No, non aveva sognato un bel
niente.
Uscì dalla sua
stanza come un fulmine, correndo come un forsennato verso la
mensa, non senza essersi guadagnato le occhiate perplesse dei soldati
che in quel momento si trovavano nei corridoi. Ne aveva addirittura
spinto qualcuno nella foga, ma non c'era tempo per chiedere scusa e
cazzate simili.
La mensa fino a poco tempo
prima era stata gremita di voci e risate, ma quando Levi fece la sua
entrata diventò più silenziosa di un cimitero.
Una moltitudine di
volti lo fissava, sia con curiosità che
incredulità.
Non diede molto peso agli
sguardi dei suoi sottoposti e superiori che lo seguivano mentre
camminava con passo nervoso tra le file di tavoli alla ricerca
dei suoi occhi.

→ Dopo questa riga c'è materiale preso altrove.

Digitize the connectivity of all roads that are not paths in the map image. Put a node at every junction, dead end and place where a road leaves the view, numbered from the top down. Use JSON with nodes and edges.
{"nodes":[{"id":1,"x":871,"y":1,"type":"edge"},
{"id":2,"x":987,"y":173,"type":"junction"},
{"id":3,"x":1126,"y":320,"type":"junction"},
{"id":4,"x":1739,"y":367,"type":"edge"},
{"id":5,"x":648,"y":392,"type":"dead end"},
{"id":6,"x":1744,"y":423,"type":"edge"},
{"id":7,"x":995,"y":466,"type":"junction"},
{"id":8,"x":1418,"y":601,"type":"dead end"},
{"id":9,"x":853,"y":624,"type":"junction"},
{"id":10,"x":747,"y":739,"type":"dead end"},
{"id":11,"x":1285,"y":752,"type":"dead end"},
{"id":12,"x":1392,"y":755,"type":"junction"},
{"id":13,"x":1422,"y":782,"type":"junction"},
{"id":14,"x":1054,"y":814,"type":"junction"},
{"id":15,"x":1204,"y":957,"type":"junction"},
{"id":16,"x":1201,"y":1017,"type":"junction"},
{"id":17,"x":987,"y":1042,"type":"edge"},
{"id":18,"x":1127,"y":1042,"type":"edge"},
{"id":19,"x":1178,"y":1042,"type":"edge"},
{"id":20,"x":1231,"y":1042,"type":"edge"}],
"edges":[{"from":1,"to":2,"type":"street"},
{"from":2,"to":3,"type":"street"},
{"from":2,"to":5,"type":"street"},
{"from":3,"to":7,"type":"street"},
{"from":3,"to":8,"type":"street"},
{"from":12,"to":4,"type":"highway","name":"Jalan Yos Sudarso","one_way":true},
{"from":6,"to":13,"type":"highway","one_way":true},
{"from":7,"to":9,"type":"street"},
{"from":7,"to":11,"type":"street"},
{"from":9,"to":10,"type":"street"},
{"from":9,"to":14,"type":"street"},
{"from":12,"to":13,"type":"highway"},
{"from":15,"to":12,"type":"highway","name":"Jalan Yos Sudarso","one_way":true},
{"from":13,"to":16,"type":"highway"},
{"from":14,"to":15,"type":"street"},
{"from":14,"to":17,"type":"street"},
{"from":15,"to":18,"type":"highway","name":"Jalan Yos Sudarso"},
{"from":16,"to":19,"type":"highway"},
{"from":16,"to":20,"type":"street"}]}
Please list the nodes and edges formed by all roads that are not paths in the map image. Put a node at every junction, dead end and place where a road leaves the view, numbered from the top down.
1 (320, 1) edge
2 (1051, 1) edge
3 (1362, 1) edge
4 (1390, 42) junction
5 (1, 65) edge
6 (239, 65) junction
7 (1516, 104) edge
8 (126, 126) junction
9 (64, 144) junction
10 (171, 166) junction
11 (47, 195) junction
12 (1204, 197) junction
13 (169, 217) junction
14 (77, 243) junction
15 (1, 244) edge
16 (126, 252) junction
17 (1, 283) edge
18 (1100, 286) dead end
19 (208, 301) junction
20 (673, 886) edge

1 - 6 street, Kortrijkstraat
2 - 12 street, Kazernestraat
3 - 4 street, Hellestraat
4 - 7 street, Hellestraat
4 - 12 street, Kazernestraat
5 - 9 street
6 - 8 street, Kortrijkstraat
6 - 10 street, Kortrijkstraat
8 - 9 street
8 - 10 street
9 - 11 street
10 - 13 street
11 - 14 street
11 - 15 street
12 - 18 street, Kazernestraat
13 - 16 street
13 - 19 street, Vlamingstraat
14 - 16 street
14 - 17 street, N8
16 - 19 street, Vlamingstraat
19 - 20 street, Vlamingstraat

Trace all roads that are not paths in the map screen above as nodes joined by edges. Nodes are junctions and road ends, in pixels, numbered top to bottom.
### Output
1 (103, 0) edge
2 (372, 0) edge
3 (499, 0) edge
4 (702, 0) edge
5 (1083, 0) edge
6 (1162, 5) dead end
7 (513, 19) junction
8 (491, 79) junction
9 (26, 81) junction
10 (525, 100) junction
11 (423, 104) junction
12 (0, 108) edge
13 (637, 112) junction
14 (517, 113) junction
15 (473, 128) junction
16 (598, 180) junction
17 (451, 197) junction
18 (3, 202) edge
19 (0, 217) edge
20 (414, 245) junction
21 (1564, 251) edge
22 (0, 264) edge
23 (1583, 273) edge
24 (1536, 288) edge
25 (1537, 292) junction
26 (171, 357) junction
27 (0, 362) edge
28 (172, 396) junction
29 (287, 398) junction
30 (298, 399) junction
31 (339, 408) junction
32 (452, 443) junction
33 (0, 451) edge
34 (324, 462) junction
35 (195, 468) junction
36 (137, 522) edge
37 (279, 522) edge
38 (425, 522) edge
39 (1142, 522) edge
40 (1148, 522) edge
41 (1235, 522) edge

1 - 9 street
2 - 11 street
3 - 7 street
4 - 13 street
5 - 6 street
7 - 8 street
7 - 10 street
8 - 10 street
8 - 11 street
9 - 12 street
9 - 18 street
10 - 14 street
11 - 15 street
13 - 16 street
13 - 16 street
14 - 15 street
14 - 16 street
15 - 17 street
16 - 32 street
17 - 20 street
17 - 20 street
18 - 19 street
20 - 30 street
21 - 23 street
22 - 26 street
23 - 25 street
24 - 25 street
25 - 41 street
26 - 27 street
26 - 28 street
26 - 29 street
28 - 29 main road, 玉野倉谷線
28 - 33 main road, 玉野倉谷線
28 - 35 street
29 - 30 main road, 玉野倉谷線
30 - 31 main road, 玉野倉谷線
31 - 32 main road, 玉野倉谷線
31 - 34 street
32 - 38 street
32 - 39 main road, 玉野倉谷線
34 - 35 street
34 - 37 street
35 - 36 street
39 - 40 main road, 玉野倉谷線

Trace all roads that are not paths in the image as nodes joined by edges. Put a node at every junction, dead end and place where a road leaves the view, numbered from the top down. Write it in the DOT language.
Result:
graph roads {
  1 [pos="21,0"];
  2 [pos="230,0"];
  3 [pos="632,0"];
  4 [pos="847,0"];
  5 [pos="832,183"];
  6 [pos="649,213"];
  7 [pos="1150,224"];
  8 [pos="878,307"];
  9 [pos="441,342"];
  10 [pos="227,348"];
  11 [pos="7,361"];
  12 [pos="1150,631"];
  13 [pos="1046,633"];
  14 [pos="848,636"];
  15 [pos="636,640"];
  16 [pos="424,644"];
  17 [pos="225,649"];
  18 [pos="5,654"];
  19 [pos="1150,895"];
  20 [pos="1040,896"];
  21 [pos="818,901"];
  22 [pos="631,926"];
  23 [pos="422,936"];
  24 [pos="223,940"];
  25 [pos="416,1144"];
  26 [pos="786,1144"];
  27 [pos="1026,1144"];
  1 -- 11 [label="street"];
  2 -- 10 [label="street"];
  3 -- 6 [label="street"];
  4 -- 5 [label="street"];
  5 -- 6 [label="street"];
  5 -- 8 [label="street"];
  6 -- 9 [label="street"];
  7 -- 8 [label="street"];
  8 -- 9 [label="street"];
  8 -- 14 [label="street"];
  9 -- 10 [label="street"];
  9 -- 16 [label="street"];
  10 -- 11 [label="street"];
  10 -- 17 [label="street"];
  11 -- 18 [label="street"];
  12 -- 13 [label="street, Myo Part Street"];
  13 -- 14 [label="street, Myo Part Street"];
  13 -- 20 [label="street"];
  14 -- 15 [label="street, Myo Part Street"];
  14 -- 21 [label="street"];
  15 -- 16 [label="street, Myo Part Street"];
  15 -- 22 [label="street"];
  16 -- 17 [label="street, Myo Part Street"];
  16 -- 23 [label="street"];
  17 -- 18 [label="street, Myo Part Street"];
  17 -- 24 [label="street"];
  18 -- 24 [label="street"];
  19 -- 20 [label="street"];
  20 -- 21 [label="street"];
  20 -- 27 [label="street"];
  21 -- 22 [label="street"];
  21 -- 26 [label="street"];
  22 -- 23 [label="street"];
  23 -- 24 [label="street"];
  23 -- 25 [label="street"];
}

Quanto gli sarebbe piaciuto trovarsi
all'improvviso Eren davanti, che lo guardava con la stessa espressione
incredula che si era formata sui volti degli altri...
Ma Eren non c'era, e il sangue
gli si gelò nelle vene.
«Qualcuno ha visto
Eren?» chiese impassibile ad alta voce, spezzando il silenzio
che l'aveva accompagnato non appena era entrato nella mensa.
«Cerchi
il fidanzatino, Levi?» chiese di rimando Hanji con
tono canzonatorio dall'altro lato della stanza, scatenando le risate di
diverse persone all'interno della sala. Capì a cosa
alludevano quando si rese conto che era uscito dalla sua stanza senza
curare minimamente la sua persona: i suoi capelli erano scompigliati e
indossava solo i pantaloni del pigiama.
«C'è poco
da ridere. Qualcuno l'ha visto?» continuò senza
farsi scalfire minimamente dalla battuta della donna.
Nessuno rispose alla sua
domanda, e la cosa non fece altro che mandarlo ancora più
nel panico.
Sobbalzò quando
Petra poggiò una mano sulla sua spalla, riscuotendolo dai
suoi pensieri.
«Va tutto bene,
Caporale?» chiese apprensiva.
L'unica cosa che Levi fu in
grado di fare fu guardarla di rimando.
«No. Non va niente
bene.» disse dopo un po'.
«È
successo qualcosa ad Eren, Caporale?»
Questa volta non fu la voce di
Petra a parlare, ma quella di Mikasa, che a pochi metri di distanza lo
guardava con un'espressione di panico dipinta sul volto,
così come Armin, l'altro amico di Eren.
Cercò una scusa sul
momento.
«Quel cretino mentre
ieri eravamo in ricognizione ha scambiato la sua giacca con la mia. Non
mi terrò la sua giacca sudata in stanza mentre la mia viene
bellamente insudiciata da lui. Quindi no, a Eren non è
successo nulla... non ancora, almeno.» rispose minatorio
mentre attorno a lui gli altri si lasciavano andare a risate divertite.
Mikasa sospirò,
tornando a prestare attenzione alla sua colazione. Petra dietro di lui
gli sorrise, tornando al suo posto.
Se fosse stata una mattina
come le altre si sarebbe seduto al suo solito posto, avrebbe fatto
colazione e poi sarebbe andato a fare le sue solite mansioni noiose.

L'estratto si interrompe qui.